Once we’ve asserted our null hypothesis using hypothesize()
, we can construct a null distribution based on this hypothesis. We can do this using one of several methods, supplied in the type
argument:
bootstrap
: A bootstrap sample will be drawn for each replicate, where a sample of size equal to the input sample size is drawn (with replacement) from the input sample data.permute
: For each replicate, each input value will be randomly reassigned (without replacement) to a new output value in the sample.simulate
: A value will be sampled from a theoretical distribution with parameters specified in hypothesize()
for each replicate. (This option is currently only applicable for testing point estimates.)Continuing on with our example above, about the average number of hours worked a week, we might write:
gss %>%
specify(response = hours) %>%
hypothesize(null = "point", mu = 40) %>%
generate(reps = 1000, type = "bootstrap")

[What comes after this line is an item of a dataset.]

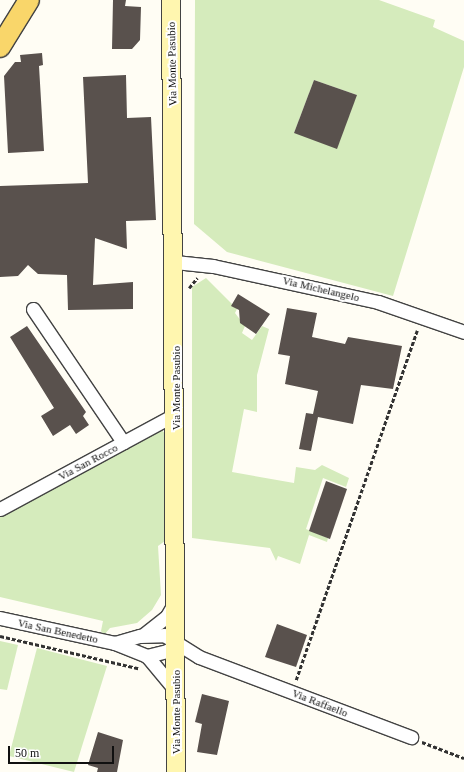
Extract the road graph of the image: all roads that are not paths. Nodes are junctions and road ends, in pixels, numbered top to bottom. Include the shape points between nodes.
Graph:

## Response: hours (numeric)
## Null Hypothesis: point
## # A tibble: 500,000 x 2
## # Groups: replicate [1,000]
## replicate hours
## <int> <dbl>
## 1 1 28.6
## 2 1 41.6
## 3 1 54.6
## 4 1 43.6
## 5 1 44.6
## 6 1 43.6
## 7 1 28.6
## 8 1 25.6
## 9 1 78.6
## 10 1 21.6
## # … with 499,990 more rows
In the above example, we take 1000 bootstrap samples to form our null distribution.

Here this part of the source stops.